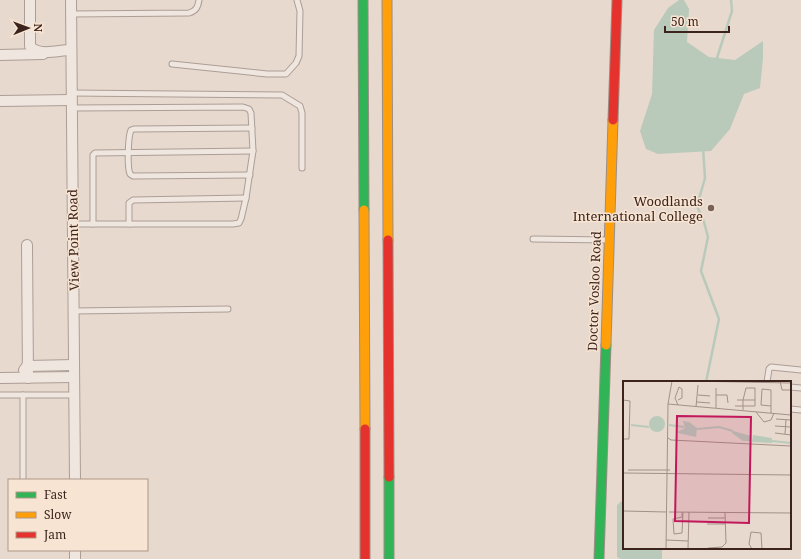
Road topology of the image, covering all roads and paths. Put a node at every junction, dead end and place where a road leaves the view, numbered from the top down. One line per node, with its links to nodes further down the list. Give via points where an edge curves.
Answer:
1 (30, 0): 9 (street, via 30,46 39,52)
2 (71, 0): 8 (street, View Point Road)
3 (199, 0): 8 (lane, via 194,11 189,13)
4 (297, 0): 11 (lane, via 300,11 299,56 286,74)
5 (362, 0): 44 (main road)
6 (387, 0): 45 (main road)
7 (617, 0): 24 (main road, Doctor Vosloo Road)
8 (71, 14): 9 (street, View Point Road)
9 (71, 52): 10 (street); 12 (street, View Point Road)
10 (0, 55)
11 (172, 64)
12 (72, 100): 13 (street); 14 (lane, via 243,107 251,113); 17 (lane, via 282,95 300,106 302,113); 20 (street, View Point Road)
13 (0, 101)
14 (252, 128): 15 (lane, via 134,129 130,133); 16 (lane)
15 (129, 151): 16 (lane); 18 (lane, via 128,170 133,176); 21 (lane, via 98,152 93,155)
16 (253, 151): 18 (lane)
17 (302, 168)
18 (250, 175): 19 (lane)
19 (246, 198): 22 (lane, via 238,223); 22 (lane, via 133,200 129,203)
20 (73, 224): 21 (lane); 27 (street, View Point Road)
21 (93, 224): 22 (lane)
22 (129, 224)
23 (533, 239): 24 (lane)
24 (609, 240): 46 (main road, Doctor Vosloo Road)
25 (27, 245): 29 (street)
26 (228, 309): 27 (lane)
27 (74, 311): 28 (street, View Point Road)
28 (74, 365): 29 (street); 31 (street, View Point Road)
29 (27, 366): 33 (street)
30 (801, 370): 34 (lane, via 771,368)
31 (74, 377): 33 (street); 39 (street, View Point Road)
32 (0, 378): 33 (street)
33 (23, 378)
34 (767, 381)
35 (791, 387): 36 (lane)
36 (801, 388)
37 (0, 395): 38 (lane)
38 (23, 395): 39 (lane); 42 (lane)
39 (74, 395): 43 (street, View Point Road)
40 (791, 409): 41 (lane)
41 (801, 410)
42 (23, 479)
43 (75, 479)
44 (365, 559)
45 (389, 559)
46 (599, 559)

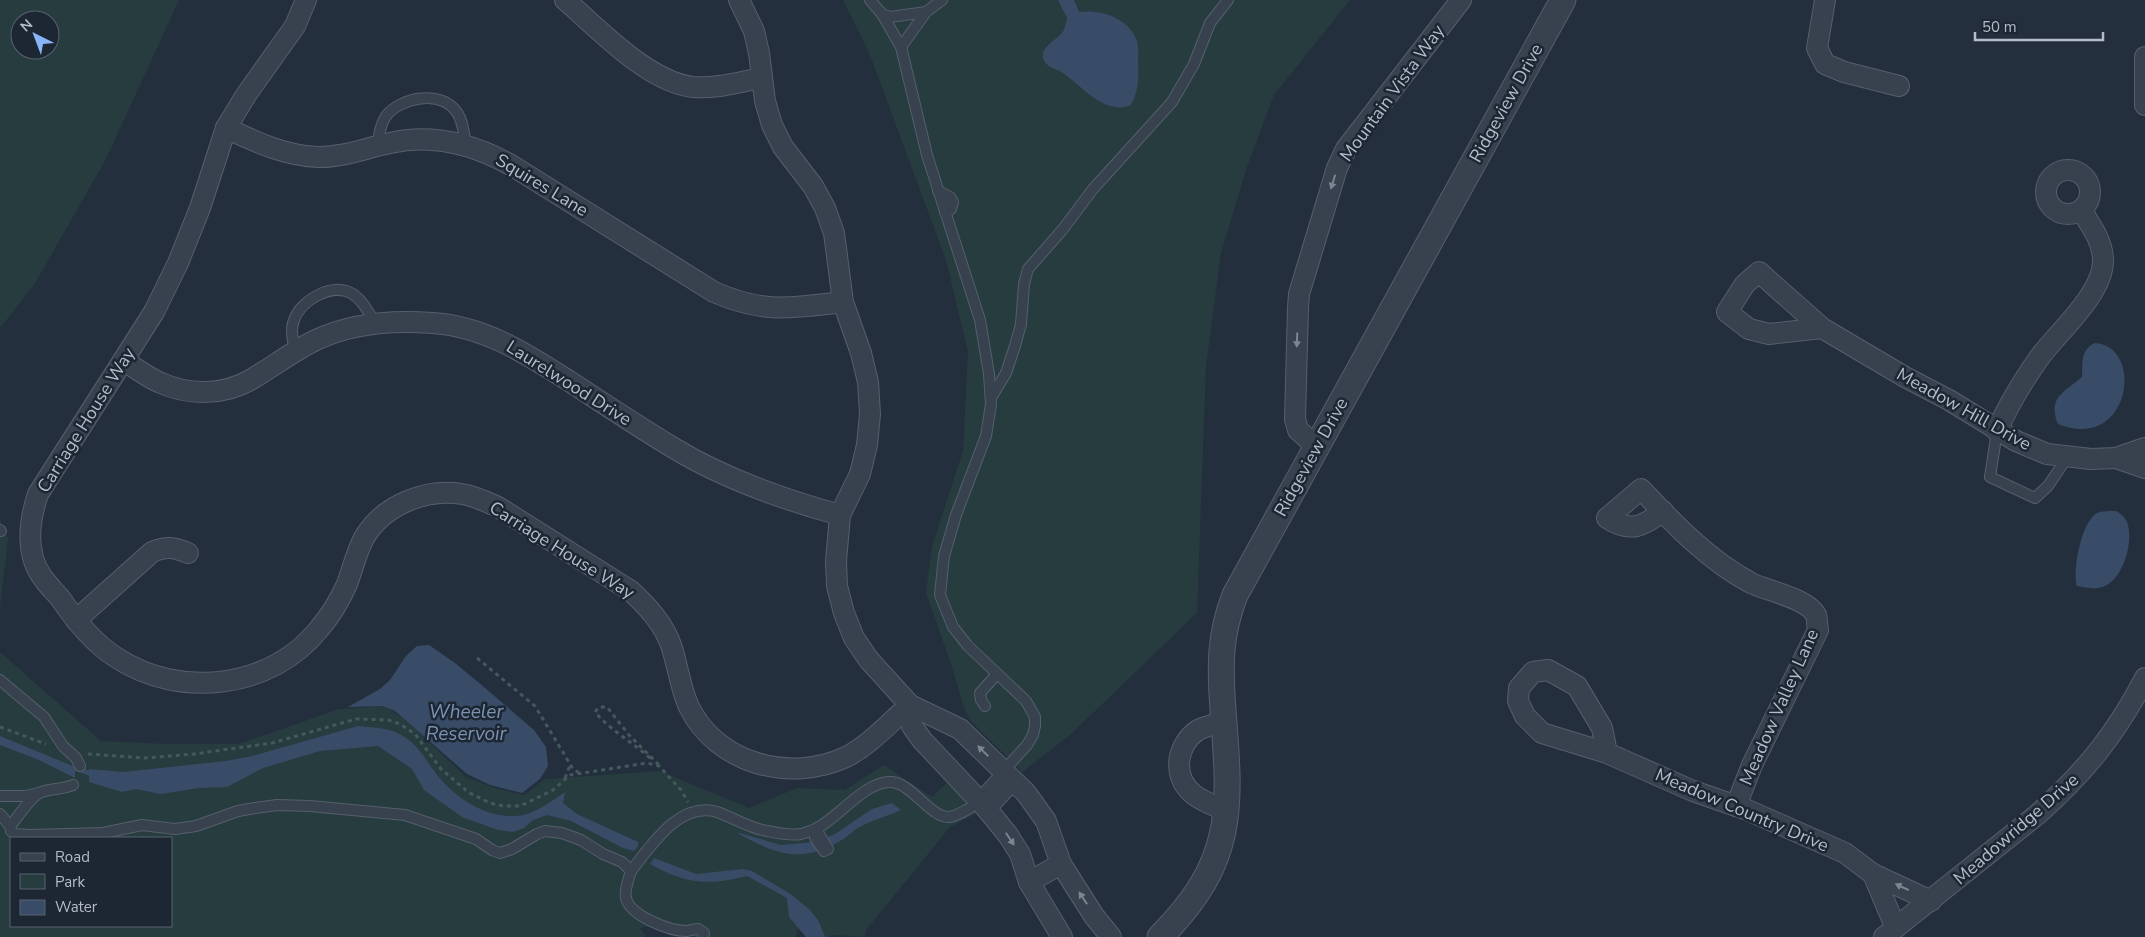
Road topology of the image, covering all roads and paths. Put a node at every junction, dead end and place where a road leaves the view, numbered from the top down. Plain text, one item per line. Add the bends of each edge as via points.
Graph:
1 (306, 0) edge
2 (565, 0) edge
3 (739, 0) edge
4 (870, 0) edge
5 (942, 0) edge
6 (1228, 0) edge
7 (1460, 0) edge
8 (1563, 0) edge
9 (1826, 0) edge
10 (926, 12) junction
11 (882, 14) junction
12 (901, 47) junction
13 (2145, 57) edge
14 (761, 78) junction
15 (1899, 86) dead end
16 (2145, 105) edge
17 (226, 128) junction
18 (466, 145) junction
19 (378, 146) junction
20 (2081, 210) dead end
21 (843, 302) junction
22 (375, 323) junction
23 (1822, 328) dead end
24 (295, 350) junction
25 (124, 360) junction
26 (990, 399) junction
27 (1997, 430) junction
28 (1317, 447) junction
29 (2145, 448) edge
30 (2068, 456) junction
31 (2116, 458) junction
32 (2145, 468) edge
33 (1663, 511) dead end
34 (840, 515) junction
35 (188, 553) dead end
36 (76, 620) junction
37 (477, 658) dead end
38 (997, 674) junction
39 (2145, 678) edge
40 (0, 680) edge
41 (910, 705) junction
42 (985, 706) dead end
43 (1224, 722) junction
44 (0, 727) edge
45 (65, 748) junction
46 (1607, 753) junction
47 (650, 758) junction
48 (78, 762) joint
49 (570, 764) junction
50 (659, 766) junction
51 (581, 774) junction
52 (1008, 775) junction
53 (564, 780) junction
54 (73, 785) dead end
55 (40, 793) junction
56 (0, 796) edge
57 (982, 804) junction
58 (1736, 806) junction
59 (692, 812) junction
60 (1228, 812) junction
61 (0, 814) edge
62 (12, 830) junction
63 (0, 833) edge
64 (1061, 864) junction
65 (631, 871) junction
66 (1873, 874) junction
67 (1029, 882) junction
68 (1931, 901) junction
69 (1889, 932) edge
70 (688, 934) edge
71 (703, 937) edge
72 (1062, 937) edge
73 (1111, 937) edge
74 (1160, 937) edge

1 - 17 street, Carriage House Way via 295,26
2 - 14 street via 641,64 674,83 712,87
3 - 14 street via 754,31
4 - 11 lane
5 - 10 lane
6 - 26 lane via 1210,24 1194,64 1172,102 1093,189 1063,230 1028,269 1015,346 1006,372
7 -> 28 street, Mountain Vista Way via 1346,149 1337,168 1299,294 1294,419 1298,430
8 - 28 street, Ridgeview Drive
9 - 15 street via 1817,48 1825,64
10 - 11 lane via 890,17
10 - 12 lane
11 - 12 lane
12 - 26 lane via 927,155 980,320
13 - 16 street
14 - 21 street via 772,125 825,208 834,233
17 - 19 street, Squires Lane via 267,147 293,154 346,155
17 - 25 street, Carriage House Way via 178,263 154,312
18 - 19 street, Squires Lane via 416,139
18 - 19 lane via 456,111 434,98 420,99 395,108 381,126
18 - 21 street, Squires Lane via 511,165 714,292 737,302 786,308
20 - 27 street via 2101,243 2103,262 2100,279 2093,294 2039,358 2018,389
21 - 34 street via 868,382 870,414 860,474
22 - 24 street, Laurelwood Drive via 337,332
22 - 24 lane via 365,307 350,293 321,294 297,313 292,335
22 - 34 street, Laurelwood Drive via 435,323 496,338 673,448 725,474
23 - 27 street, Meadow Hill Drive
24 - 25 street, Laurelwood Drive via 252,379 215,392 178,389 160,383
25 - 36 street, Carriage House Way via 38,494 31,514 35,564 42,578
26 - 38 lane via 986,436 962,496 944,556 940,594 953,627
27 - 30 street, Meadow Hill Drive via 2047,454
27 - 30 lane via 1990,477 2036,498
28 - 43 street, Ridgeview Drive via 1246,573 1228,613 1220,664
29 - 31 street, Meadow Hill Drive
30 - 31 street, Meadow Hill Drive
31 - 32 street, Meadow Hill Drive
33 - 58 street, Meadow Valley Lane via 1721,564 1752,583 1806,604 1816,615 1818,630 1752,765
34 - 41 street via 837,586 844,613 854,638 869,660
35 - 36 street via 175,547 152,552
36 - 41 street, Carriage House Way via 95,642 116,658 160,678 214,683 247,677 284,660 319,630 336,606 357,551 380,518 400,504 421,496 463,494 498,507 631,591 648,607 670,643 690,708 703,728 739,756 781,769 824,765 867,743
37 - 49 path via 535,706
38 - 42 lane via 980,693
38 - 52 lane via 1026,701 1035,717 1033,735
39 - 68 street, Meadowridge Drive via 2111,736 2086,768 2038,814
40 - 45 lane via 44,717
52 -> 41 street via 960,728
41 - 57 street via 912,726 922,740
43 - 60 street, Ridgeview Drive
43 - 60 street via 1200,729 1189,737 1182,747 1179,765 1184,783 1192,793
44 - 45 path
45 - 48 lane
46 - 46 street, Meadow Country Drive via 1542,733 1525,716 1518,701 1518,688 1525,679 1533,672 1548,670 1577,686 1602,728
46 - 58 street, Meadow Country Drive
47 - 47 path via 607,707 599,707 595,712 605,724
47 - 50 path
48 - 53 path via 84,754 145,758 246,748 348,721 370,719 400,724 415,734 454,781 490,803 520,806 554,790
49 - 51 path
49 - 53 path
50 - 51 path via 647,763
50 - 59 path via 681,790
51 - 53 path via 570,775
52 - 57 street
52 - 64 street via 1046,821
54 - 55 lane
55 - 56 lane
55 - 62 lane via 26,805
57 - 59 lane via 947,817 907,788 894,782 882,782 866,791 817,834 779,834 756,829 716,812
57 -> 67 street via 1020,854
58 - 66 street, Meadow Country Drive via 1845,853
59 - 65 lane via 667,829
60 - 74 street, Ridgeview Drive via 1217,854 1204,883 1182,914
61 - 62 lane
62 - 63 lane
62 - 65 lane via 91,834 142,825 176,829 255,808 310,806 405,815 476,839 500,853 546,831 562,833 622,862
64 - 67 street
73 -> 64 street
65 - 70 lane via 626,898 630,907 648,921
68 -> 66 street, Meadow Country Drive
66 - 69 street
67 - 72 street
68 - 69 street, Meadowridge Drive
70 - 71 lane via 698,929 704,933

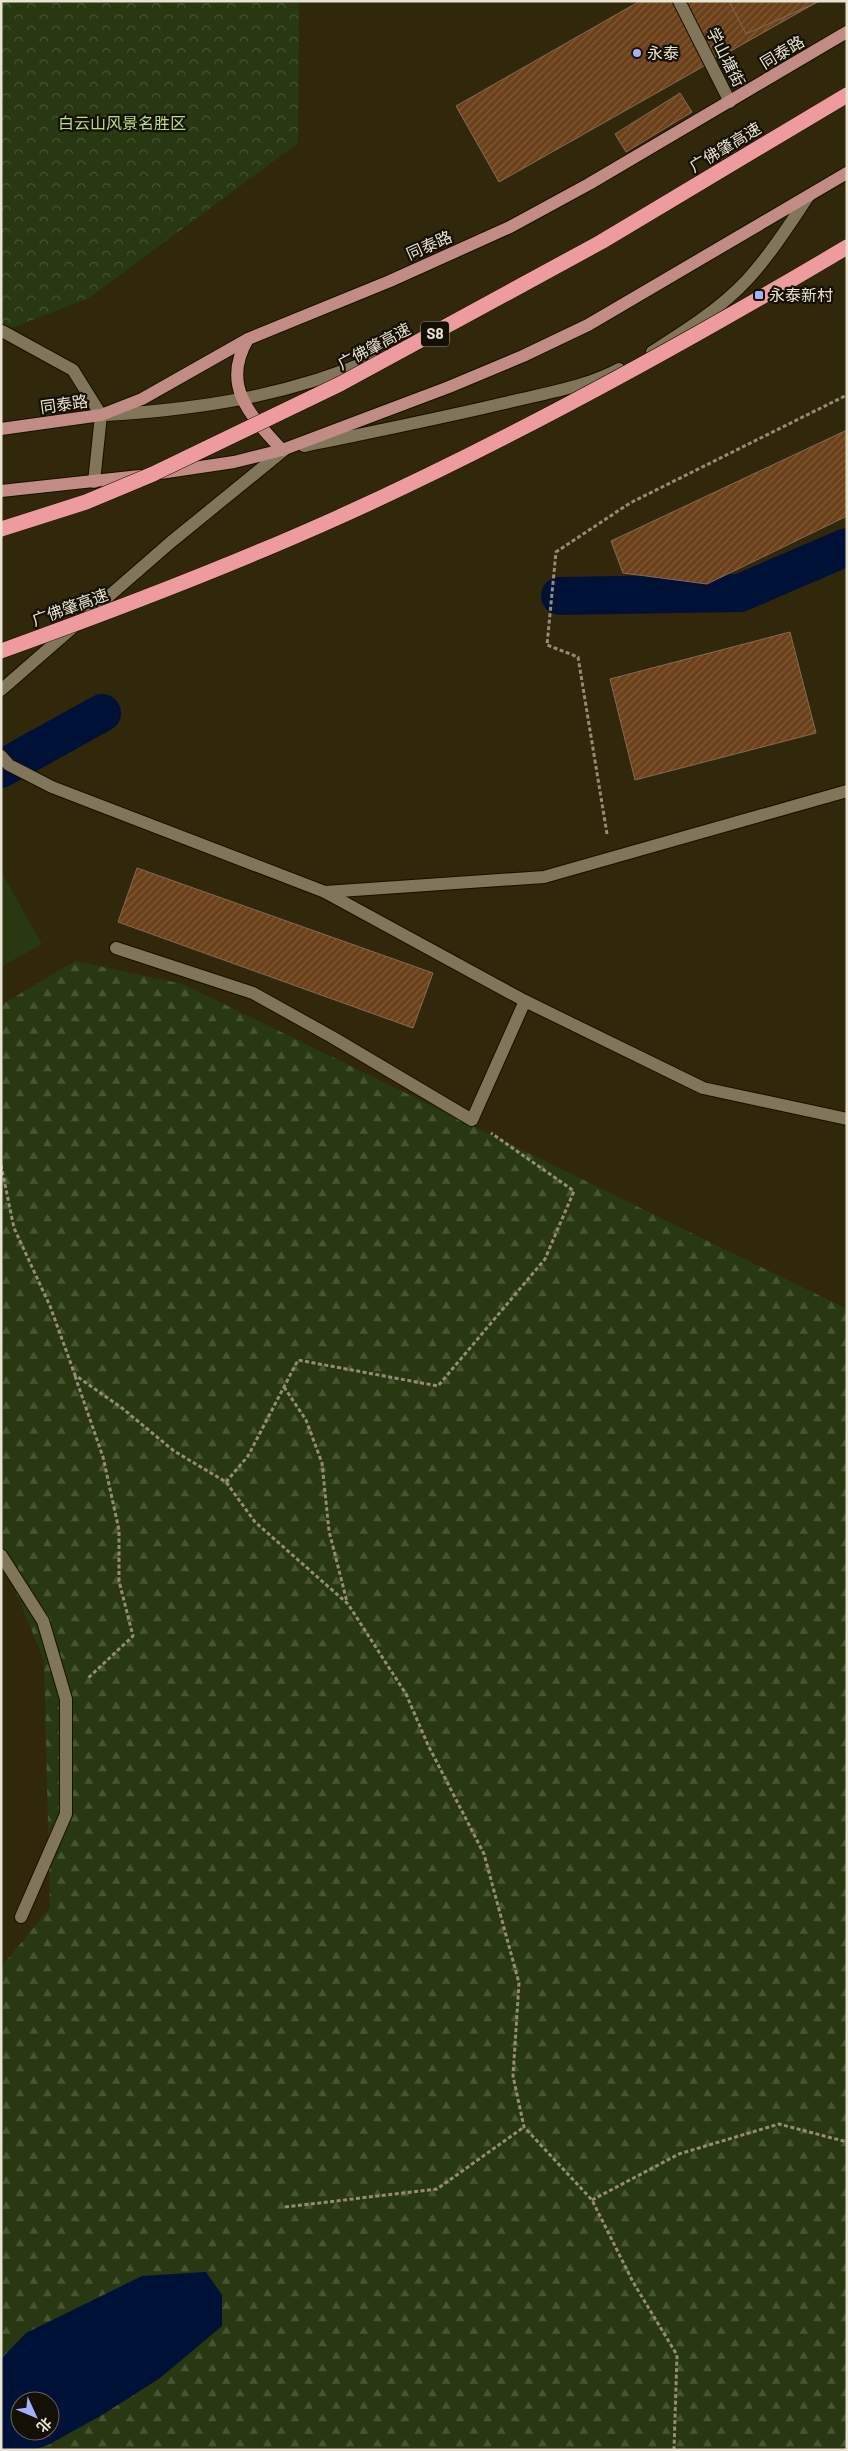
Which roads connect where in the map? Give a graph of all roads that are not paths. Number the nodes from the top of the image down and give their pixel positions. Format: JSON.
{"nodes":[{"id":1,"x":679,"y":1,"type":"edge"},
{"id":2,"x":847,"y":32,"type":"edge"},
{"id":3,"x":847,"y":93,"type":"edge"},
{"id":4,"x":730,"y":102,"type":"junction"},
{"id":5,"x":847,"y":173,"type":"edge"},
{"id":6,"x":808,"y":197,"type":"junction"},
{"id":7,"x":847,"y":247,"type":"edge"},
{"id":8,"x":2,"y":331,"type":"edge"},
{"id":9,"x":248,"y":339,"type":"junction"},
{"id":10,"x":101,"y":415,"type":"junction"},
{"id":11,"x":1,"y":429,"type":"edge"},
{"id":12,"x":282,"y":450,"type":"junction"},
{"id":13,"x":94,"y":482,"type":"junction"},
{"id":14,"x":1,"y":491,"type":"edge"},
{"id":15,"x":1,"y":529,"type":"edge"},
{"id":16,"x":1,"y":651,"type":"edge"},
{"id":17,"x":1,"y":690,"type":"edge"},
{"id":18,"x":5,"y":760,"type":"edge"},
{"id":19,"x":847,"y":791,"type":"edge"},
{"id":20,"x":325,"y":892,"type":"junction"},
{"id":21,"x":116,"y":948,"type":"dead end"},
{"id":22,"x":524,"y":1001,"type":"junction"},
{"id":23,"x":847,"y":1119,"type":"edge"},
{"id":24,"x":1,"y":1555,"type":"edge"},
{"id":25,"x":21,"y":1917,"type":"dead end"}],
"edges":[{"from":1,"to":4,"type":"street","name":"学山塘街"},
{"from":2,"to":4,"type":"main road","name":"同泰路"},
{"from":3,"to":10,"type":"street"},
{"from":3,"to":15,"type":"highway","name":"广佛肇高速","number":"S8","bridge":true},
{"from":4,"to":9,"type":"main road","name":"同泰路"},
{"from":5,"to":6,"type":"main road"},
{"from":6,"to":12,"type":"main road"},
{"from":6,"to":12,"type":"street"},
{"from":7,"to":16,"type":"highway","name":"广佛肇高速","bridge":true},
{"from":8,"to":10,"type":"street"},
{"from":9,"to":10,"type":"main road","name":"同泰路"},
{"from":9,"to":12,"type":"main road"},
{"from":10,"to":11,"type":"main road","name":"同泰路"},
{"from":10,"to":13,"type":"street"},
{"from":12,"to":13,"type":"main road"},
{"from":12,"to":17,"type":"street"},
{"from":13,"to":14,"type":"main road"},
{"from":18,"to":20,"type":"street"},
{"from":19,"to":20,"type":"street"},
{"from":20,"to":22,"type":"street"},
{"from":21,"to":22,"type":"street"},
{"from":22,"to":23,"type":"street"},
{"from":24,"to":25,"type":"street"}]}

- **Exercise prompt**
Please copy out each line of the material that contains the string "广佛肇高速".

- **Reply**
{"from":3,"to":15,"type":"highway","name":"广佛肇高速","number":"S8","bridge":true},
{"from":7,"to":16,"type":"highway","name":"广佛肇高速","bridge":true},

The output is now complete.